____ AVAILABLE DATA

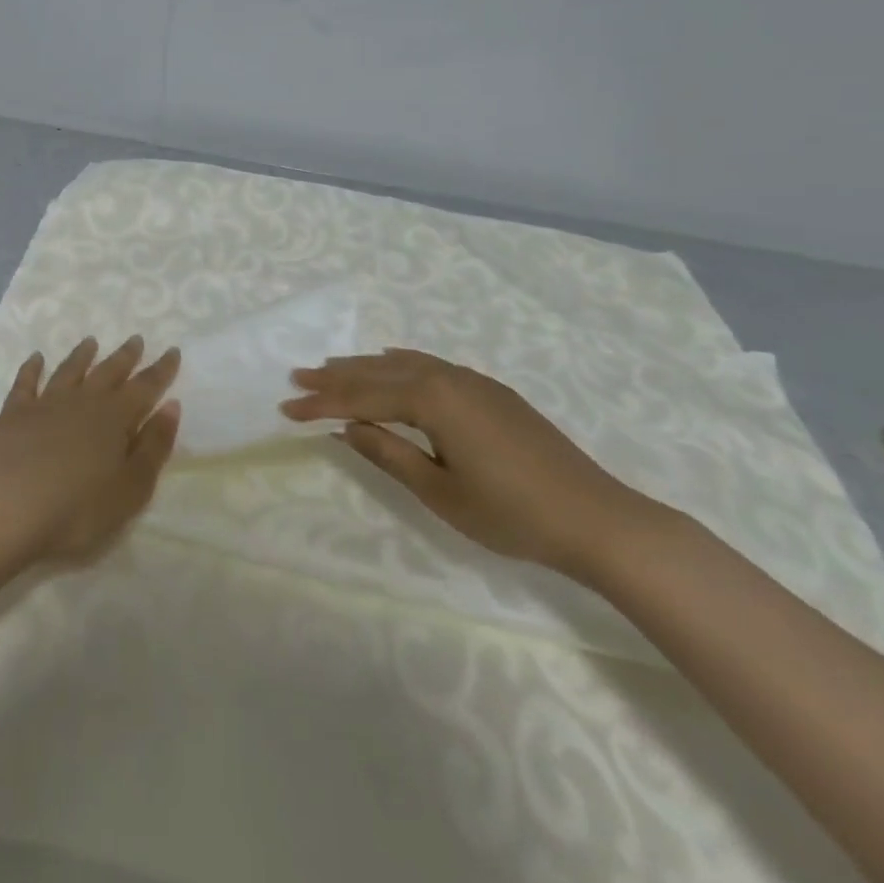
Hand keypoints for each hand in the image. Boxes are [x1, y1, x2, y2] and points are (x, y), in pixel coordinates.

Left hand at [0, 336, 181, 563]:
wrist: (6, 509)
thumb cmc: (77, 508)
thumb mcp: (131, 487)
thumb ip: (153, 446)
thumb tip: (171, 406)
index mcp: (115, 418)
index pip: (145, 387)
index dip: (161, 370)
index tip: (173, 350)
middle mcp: (83, 401)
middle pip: (109, 371)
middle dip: (125, 356)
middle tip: (136, 339)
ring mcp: (46, 404)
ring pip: (70, 371)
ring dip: (82, 355)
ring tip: (91, 341)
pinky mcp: (14, 414)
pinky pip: (26, 383)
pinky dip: (32, 369)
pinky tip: (35, 358)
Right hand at [280, 348, 651, 577]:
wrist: (596, 518)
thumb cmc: (512, 514)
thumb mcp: (440, 491)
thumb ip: (389, 453)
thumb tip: (347, 427)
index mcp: (433, 400)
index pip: (363, 398)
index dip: (322, 403)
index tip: (286, 407)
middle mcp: (449, 378)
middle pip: (380, 371)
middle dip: (337, 375)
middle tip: (298, 375)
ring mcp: (474, 381)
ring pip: (406, 364)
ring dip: (366, 366)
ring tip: (332, 366)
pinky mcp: (492, 392)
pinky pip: (431, 366)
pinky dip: (400, 365)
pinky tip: (392, 364)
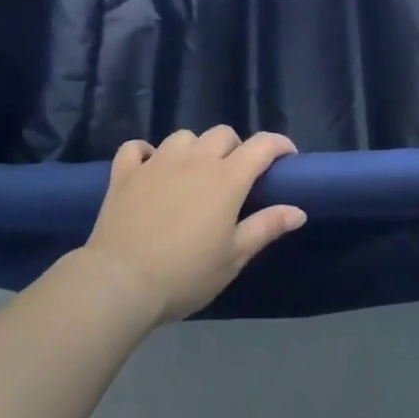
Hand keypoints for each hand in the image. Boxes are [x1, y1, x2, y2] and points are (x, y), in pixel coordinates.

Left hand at [80, 127, 305, 325]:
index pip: (261, 145)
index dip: (278, 145)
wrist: (120, 282)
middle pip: (222, 134)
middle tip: (235, 177)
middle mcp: (195, 159)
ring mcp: (157, 161)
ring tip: (193, 173)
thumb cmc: (185, 274)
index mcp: (226, 178)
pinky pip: (137, 148)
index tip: (287, 157)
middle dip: (235, 148)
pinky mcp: (126, 172)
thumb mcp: (233, 257)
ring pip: (183, 136)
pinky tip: (150, 168)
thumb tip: (298, 210)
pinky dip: (146, 153)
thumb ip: (266, 227)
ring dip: (194, 149)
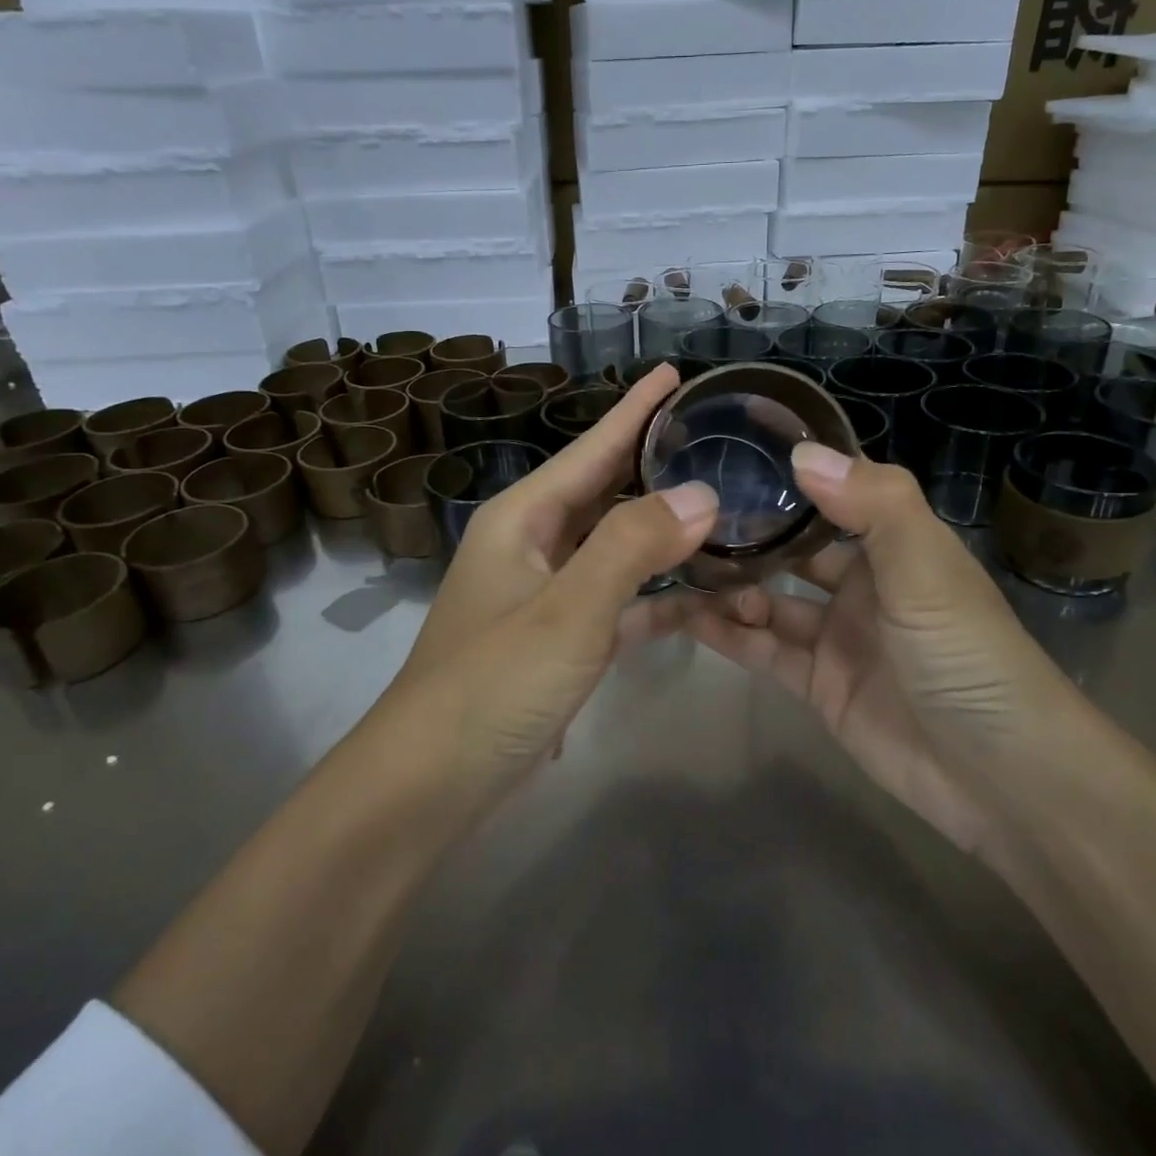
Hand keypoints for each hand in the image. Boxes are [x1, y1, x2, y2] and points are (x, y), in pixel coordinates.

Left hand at [383, 364, 717, 807]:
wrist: (430, 784)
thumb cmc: (491, 684)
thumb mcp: (565, 611)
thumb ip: (632, 547)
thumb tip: (702, 494)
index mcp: (523, 519)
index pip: (590, 448)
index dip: (633, 410)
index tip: (673, 372)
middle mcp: (533, 546)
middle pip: (604, 491)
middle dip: (654, 464)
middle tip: (715, 438)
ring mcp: (547, 596)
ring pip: (616, 548)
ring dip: (665, 533)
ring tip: (724, 509)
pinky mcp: (562, 642)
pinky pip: (619, 604)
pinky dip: (658, 598)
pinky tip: (706, 596)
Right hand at [689, 444, 1080, 861]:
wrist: (1000, 776)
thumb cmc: (967, 653)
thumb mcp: (926, 567)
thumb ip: (872, 505)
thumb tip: (801, 453)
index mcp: (895, 543)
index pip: (834, 492)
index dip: (788, 473)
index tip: (729, 449)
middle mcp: (863, 583)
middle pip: (793, 548)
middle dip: (746, 533)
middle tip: (684, 517)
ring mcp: (837, 636)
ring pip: (770, 599)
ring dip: (729, 586)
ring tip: (676, 567)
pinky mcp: (818, 684)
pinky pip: (763, 649)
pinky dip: (727, 633)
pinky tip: (683, 615)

________

**WHAT IS BEING ASKED**
Starting at the line in the records above that contains "ring pip: (770, 599)", output every line up to and including the last one, with nothing added.

**ANSWER**
ring pip: (770, 599)
ring dip: (729, 586)
ring tip: (676, 567)
pinky mcp: (818, 684)
pinky pip: (763, 649)
pinky dip: (727, 633)
pinky tip: (683, 615)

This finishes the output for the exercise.